## Exercise aim
Please copy out the entries below exactly, beginning with the line that contains "Trace the roads" and ending with the line that contains "I need the junctions", and include nothing outside that span.

(Saved data entries)
··········

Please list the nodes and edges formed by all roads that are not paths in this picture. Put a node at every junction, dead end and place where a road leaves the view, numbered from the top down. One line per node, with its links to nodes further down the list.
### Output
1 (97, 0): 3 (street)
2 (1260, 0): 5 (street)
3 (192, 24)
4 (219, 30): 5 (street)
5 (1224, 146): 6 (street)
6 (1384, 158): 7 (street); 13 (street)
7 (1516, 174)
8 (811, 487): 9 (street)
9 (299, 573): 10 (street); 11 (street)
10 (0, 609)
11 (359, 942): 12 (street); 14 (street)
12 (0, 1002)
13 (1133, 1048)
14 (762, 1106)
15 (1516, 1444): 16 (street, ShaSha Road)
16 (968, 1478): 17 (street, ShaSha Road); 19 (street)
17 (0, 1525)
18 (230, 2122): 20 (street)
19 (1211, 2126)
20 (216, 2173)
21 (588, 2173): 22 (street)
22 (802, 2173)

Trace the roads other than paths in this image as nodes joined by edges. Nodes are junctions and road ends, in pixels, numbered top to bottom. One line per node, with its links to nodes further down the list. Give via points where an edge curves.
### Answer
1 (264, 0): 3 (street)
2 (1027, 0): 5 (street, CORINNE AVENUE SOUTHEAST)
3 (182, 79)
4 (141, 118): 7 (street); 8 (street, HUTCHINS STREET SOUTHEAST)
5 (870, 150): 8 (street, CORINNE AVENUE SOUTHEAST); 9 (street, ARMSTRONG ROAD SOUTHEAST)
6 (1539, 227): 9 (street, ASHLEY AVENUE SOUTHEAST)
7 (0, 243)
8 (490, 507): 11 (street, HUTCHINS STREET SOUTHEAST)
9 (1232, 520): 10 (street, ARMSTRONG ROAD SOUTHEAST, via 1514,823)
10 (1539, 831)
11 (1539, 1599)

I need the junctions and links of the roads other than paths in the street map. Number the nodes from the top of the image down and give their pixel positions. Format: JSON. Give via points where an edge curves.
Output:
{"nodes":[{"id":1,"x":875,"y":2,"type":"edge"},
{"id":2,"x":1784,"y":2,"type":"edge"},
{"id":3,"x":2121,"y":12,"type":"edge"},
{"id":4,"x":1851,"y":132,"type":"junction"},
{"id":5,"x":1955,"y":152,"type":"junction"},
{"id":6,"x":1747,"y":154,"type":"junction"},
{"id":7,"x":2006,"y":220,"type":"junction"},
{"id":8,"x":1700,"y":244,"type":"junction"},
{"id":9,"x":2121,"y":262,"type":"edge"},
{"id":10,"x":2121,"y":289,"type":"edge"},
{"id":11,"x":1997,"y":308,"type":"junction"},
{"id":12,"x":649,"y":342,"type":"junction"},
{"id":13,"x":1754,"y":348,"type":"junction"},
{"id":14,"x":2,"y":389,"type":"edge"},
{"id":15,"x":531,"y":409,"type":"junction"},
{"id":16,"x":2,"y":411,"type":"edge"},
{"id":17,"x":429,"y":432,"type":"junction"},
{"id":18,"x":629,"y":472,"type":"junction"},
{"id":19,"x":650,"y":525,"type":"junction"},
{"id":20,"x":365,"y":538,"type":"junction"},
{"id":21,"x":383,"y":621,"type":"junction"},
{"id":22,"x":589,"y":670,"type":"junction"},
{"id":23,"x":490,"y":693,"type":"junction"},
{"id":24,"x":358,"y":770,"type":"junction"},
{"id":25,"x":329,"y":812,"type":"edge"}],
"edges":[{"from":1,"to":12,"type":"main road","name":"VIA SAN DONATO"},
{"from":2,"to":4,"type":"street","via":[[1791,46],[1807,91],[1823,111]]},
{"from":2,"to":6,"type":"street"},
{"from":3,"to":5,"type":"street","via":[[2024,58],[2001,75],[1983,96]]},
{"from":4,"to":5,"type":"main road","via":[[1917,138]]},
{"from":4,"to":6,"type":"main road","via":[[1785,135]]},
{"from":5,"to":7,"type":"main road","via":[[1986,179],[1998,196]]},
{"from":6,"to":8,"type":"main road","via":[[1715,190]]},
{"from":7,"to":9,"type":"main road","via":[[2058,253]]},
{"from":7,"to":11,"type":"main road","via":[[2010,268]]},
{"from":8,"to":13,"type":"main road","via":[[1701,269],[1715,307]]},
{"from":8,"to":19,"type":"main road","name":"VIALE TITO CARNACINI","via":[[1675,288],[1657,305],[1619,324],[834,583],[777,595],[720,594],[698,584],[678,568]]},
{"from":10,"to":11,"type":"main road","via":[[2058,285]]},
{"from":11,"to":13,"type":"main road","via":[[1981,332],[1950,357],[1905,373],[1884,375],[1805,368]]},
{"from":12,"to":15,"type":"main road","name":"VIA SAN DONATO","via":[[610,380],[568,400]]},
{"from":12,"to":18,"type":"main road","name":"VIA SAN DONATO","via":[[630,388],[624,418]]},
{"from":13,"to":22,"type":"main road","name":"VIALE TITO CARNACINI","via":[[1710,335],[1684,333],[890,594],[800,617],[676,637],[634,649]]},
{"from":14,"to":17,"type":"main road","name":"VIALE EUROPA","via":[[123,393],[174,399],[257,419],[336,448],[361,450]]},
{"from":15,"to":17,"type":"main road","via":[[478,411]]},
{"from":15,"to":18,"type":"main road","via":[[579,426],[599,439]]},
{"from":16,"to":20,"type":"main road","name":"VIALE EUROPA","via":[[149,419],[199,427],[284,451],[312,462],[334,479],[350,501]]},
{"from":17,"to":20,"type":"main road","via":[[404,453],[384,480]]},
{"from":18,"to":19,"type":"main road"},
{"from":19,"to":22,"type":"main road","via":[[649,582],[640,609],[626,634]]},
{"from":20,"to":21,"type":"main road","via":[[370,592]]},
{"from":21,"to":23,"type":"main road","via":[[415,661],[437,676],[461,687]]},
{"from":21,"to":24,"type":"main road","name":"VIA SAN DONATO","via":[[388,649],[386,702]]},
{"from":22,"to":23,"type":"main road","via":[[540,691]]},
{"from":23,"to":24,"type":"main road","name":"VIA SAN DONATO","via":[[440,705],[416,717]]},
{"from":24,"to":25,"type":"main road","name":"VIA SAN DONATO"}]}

··········

## Worked solution
Trace the roads other than paths in this image as nodes joined by edges. Nodes are junctions and road ends, in pixels, numbered top to bottom. One line per node, with its links to nodes further down the list. Give via points where an edge curves.
### Answer
1 (264, 0): 3 (street)
2 (1027, 0): 5 (street, CORINNE AVENUE SOUTHEAST)
3 (182, 79)
4 (141, 118): 7 (street); 8 (street, HUTCHINS STREET SOUTHEAST)
5 (870, 150): 8 (street, CORINNE AVENUE SOUTHEAST); 9 (street, ARMSTRONG ROAD SOUTHEAST)
6 (1539, 227): 9 (street, ASHLEY AVENUE SOUTHEAST)
7 (0, 243)
8 (490, 507): 11 (street, HUTCHINS STREET SOUTHEAST)
9 (1232, 520): 10 (street, ARMSTRONG ROAD SOUTHEAST, via 1514,823)
10 (1539, 831)
11 (1539, 1599)

I need the junctions and links of the roads other than paths in the street map. Number the nodes from the top of the image down and give their pixel positions. Format: JSON. Give via points where an edge curves.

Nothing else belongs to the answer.